DANCE MUSIC OF THE HIGH RENAISSANCE

BOSTON SKYLINE BSD 118

Re release of ARCHIV Stereo LP 198166
From the Deutsche Gramophon series:   “THE HISTORY OF MUSIC IN SOUND”

MICHAEL PRAETORIUS
6 Dances from “TERPSICHORE”

  • Entrée – Courante CLXXXIII/CXVII
  • Gavotte 1, 1 – 3, 6
  • Spagnoletta XXVIII
  • La Bouree XXXII, 1/2
  • Ballet CCLXVIII
  • Volte CCI/CCX

ERASMUS WIDMANN
5 pieces from “DER MUSIKALISCHER TUGENDSPIEGEL”

  • Sophia – Anna
  • Clara
  • Magdalena
  • Agatha
  • Regina

JOHANN HERMANN SCHEIN
3 Suites from “BANCHETTO MUSICALE”

There are some other tracks on the CD, originally released on an LP in 1972/3, of dance tunes by Gervaise, Molinaro, Caroubel & Praetorius.

This CD was released in America in 1993, although it has only just come to my notice. My copy came from there via the internet so perhaps its not available in this country. Its part of a series of historic LPs being re-released in a digital format.

This recording is very important to me, for nostalgic reasons, so here’s some background:

The original LP was released in 1961 and at the tender age of 16, it was the first recording of ‘early music’ I ever bought.

At the time, I was playing in a Recorder Consort run by a man called Jim Harvey and we used to meet at his house in Hatfield. A member of the group, Peter Collingwood, who went on to become a famous Rug-Weaver, lent me his copy and it absolutely captivated me and I bought my own.

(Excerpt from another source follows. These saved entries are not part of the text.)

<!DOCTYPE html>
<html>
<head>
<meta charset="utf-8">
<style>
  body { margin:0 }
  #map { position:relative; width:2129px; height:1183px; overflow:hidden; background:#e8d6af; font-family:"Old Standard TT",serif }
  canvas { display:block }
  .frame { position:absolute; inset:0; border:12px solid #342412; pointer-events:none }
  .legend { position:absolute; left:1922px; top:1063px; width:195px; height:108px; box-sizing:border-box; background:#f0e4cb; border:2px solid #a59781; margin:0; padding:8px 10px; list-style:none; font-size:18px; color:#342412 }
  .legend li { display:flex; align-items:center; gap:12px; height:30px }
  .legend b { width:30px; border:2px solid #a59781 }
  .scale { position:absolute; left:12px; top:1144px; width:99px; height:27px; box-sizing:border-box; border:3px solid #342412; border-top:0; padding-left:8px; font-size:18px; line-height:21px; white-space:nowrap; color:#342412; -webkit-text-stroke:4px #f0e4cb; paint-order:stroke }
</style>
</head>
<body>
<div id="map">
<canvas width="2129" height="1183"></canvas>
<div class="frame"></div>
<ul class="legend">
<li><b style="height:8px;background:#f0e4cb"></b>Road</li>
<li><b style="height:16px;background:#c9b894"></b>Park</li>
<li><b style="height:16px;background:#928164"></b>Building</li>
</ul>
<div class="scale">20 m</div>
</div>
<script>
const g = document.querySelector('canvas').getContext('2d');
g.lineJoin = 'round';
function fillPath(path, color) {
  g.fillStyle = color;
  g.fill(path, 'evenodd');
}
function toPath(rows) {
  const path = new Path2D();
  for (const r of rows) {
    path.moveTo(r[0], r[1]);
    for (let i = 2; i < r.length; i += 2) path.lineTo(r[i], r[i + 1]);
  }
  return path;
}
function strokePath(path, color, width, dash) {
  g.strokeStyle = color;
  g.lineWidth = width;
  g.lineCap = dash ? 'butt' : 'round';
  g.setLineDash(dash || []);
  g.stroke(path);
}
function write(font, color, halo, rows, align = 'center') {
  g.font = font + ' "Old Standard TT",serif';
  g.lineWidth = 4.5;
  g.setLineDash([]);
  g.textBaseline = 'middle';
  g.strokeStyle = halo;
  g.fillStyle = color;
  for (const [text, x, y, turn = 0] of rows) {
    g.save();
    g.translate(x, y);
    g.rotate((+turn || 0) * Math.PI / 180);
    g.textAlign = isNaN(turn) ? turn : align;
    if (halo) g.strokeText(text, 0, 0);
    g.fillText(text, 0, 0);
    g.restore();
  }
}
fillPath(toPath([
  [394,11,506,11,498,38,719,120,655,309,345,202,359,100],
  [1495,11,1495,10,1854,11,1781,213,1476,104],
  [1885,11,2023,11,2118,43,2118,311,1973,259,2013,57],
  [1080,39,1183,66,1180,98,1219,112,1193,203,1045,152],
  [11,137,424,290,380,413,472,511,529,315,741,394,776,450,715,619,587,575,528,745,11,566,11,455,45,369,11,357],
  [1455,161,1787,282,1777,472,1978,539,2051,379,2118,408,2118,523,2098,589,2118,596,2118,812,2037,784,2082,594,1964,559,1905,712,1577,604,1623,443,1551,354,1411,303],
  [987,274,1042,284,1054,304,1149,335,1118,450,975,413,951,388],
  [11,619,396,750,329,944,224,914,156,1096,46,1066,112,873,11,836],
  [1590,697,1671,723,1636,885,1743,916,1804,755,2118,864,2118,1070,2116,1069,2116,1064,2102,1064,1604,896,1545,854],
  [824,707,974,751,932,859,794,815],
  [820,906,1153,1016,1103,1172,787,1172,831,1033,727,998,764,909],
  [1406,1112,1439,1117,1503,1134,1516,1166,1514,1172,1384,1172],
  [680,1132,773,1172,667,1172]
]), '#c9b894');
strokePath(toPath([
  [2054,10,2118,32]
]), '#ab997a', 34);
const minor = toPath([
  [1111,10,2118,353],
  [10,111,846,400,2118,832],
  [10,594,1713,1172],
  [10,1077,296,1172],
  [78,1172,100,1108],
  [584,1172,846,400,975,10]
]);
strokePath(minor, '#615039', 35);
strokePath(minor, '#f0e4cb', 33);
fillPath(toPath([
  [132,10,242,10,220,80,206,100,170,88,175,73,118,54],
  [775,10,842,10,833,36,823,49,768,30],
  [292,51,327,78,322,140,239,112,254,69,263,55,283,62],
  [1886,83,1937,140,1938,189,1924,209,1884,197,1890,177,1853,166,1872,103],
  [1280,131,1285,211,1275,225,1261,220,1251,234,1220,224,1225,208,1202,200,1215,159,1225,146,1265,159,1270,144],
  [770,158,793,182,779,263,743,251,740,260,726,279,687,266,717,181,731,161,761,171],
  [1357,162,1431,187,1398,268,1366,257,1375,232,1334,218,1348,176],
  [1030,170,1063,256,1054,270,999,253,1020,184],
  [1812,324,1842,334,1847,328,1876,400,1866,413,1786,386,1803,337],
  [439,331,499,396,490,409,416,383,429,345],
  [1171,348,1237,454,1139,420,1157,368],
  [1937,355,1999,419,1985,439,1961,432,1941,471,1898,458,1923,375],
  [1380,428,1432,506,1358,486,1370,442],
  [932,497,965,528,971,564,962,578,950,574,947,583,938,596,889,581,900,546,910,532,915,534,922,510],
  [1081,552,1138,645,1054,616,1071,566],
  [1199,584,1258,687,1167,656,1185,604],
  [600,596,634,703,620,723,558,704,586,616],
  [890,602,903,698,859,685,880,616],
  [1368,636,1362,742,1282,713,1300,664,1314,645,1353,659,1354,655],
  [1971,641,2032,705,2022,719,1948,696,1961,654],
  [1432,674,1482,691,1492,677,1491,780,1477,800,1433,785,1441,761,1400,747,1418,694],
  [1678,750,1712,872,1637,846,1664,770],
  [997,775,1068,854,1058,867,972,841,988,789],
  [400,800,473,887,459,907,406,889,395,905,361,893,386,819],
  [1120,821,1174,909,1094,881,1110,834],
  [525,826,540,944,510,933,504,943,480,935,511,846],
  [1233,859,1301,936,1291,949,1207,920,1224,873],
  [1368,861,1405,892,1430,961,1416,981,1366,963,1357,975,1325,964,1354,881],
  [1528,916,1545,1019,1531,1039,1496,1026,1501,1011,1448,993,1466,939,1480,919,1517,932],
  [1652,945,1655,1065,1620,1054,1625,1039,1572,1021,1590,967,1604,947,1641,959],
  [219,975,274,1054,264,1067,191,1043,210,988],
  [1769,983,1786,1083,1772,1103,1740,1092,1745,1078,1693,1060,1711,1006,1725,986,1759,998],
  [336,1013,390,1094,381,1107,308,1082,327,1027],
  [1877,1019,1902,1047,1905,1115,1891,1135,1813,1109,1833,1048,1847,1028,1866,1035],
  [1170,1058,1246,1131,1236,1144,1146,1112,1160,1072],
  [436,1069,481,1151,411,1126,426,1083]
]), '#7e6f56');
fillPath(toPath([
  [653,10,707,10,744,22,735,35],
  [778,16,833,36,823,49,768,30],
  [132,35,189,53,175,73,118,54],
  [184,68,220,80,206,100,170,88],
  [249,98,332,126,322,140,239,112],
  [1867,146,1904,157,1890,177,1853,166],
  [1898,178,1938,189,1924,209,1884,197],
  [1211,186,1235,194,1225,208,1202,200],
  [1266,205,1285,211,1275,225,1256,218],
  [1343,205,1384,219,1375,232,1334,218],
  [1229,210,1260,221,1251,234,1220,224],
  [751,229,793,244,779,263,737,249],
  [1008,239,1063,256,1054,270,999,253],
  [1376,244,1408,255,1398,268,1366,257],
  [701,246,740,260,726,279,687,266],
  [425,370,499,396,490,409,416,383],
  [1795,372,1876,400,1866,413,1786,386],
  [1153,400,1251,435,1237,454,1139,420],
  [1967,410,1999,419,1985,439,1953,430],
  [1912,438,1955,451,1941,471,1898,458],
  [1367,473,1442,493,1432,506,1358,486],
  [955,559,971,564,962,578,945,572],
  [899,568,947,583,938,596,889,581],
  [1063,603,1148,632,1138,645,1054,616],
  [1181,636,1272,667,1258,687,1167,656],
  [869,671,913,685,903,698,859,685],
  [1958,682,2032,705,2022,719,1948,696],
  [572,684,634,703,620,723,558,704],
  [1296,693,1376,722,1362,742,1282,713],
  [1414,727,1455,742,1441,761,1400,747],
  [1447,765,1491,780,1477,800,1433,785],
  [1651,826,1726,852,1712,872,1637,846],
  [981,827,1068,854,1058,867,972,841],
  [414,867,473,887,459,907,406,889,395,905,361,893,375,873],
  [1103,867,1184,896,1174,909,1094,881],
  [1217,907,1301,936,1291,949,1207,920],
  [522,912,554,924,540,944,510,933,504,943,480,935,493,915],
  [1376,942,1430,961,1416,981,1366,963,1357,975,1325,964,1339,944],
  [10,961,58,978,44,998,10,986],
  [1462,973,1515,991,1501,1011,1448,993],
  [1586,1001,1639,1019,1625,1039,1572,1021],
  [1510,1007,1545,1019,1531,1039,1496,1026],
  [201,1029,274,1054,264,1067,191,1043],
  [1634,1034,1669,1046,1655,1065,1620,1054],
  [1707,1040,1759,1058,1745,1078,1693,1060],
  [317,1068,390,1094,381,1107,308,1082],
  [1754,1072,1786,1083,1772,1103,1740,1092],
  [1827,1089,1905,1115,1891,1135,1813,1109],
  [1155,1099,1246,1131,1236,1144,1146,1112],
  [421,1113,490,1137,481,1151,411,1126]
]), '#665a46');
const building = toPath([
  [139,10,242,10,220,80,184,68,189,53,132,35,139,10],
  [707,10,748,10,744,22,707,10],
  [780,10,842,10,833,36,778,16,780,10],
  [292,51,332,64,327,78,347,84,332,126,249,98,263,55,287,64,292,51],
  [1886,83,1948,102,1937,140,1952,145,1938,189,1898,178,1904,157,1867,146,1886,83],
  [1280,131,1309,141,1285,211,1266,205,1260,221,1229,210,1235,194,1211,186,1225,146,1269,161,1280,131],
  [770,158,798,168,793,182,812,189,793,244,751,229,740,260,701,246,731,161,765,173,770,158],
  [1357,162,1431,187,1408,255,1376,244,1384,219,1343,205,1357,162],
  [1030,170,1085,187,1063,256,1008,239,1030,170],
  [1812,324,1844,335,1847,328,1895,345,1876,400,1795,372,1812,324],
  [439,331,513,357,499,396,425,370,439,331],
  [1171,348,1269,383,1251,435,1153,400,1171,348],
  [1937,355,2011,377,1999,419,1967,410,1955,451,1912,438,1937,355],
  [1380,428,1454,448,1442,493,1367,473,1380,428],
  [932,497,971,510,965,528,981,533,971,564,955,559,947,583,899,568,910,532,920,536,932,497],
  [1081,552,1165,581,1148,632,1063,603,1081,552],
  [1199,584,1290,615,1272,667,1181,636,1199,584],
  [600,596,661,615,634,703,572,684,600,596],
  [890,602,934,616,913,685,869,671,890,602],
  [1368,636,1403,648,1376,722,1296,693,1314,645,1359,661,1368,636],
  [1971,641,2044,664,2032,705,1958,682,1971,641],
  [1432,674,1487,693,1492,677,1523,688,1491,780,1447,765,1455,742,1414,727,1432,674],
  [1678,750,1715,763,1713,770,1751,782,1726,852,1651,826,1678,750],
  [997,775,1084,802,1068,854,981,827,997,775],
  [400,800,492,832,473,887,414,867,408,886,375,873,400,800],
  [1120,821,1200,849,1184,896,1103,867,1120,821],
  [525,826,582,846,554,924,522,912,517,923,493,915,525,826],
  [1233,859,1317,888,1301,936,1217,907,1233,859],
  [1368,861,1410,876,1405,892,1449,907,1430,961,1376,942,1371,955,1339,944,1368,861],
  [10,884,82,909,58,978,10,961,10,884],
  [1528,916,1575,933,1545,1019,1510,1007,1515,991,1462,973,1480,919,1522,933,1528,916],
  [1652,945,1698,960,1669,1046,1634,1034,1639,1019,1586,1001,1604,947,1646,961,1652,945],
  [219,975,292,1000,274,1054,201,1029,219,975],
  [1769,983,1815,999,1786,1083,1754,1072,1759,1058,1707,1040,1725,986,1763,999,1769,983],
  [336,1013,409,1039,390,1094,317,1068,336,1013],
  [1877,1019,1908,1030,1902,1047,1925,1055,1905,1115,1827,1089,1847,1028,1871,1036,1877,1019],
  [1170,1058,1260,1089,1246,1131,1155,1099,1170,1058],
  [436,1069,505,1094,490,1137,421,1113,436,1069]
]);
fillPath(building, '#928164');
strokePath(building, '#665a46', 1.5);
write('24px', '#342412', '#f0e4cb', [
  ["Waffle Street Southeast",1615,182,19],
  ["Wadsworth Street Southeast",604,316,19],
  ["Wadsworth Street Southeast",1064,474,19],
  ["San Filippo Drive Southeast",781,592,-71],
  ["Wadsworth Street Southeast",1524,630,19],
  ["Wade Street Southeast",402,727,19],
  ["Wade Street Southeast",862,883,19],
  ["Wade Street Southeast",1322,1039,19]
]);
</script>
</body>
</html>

Later on, the group was absorbed into “The Hatfield School Of Music And Drama”, meeting at the old Burleigh School. Eventually Jim Harvey moved away and the group was taken over by a young man called Herbert Hersom, who I believe is still around.

Then I left and went to college and eventually this group became the Mid-Herts branch of the Society Of Recorder Players.

I now play music alongside a young lady who was a member of this group in her youth. It’s a small world!

In those days, there was not much around in the way of early music recordings. The English Consort of Viols produced a few and likewise Carl Dolmetsch, with Joseph Saxby on the Harpsichord and with a consort consisting of himself and his children but the recording in question was very different from what was usually to be found.

The performers are a German group, “COLLEGIUM TERPSICHORE” under the direction of FRITZ NEUMEYER. It consists of Recorders (in those days not necessarily renaissance models, Dolmetsch is mentioned) Viols, Lutes, Harpsichord, a small Organ and a rather curious array of percussion, including a Glokenspeil!

The music has been very much ‘arranged’ with different groups of instruments playing alternate phrases. It probably sounds strange to modern ears, hearing it for the first time, but remember, these people were pioneers, among the first in their field.

The big plus of this recording is that the music is played like dance music should be, not in the rather ‘twee’ fashion it still sometimes is, in concert settings. It’s ‘gutsy’ and rhythmic and it lit my fire all those years ago and it still does!

This is old enough to have inspired, the Likes of David Munrow and the other luminaries of that period of the Early Music Revival, who went on to produce the next generation of good recordings.

Even today, nearly 50 years later, I still find the sounds exciting and if I close my eyes I am 16 again!

N.B. If you are of a similar age, you may remember this recording. If you do, buy a copy, close your eyes and listen hard and perhaps your lost musical youth will come flooding back to you!